EXCERPTED RECORDS:

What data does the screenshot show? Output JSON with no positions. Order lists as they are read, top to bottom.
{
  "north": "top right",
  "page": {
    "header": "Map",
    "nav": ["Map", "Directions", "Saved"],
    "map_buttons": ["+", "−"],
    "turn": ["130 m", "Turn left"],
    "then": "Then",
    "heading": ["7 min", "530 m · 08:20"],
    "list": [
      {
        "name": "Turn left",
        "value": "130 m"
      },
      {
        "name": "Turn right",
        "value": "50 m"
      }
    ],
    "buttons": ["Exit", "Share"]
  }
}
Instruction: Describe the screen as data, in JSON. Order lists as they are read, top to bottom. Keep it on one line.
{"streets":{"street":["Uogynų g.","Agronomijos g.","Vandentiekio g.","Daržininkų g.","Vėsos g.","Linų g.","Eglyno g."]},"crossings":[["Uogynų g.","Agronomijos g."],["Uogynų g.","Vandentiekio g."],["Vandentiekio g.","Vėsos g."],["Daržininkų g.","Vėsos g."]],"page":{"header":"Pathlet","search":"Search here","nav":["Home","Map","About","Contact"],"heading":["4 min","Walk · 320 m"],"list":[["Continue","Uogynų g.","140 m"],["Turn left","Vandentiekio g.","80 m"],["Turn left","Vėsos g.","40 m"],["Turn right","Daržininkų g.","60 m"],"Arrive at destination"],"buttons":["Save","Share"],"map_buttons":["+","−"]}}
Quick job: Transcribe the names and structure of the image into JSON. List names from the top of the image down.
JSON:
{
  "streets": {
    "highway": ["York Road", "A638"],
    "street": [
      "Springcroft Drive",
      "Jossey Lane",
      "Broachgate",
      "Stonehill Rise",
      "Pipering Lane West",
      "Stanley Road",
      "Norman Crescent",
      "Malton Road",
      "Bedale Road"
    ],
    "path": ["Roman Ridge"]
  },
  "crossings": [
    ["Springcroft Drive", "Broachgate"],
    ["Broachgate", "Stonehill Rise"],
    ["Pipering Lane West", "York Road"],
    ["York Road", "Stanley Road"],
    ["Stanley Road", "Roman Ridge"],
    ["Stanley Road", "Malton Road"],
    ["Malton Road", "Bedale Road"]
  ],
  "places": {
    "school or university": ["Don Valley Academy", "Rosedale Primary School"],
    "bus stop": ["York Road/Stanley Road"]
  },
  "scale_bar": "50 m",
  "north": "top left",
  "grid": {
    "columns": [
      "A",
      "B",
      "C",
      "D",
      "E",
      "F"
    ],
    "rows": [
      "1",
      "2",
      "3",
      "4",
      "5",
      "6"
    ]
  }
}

TASK ITEM:
Every line above must appear again in your reply, exactly as written.

EXERCISE SOLUTION:
What data does the screenshot show? Output JSON with no positions. Order lists as they are read, top to bottom.
{
  "north": "top right",
  "page": {
    "header": "Map",
    "nav": ["Map", "Directions", "Saved"],
    "map_buttons": ["+", "−"],
    "turn": ["130 m", "Turn left"],
    "then": "Then",
    "heading": ["7 min", "530 m · 08:20"],
    "list": [
      {
        "name": "Turn left",
        "value": "130 m"
      },
      {
        "name": "Turn right",
        "value": "50 m"
      }
    ],
    "buttons": ["Exit", "Share"]
  }
}
Instruction: Describe the screen as data, in JSON. Order lists as they are read, top to bottom. Keep it on one line.
{"streets":{"street":["Uogynų g.","Agronomijos g.","Vandentiekio g.","Daržininkų g.","Vėsos g.","Linų g.","Eglyno g."]},"crossings":[["Uogynų g.","Agronomijos g."],["Uogynų g.","Vandentiekio g."],["Vandentiekio g.","Vėsos g."],["Daržininkų g.","Vėsos g."]],"page":{"header":"Pathlet","search":"Search here","nav":["Home","Map","About","Contact"],"heading":["4 min","Walk · 320 m"],"list":[["Continue","Uogynų g.","140 m"],["Turn left","Vandentiekio g.","80 m"],["Turn left","Vėsos g.","40 m"],["Turn right","Daržininkų g.","60 m"],"Arrive at destination"],"buttons":["Save","Share"],"map_buttons":["+","−"]}}
Quick job: Transcribe the names and structure of the image into JSON. List names from the top of the image down.
JSON:
{
  "streets": {
    "highway": ["York Road", "A638"],
    "street": [
      "Springcroft Drive",
      "Jossey Lane",
      "Broachgate",
      "Stonehill Rise",
      "Pipering Lane West",
      "Stanley Road",
      "Norman Crescent",
      "Malton Road",
      "Bedale Road"
    ],
    "path": ["Roman Ridge"]
  },
  "crossings": [
    ["Springcroft Drive", "Broachgate"],
    ["Broachgate", "Stonehill Rise"],
    ["Pipering Lane West", "York Road"],
    ["York Road", "Stanley Road"],
    ["Stanley Road", "Roman Ridge"],
    ["Stanley Road", "Malton Road"],
    ["Malton Road", "Bedale Road"]
  ],
  "places": {
    "school or university": ["Don Valley Academy", "Rosedale Primary School"],
    "bus stop": ["York Road/Stanley Road"]
  },
  "scale_bar": "50 m",
  "north": "top left",
  "grid": {
    "columns": [
      "A",
      "B",
      "C",
      "D",
      "E",
      "F"
    ],
    "rows": [
      "1",
      "2",
      "3",
      "4",
      "5",
      "6"
    ]
  }
}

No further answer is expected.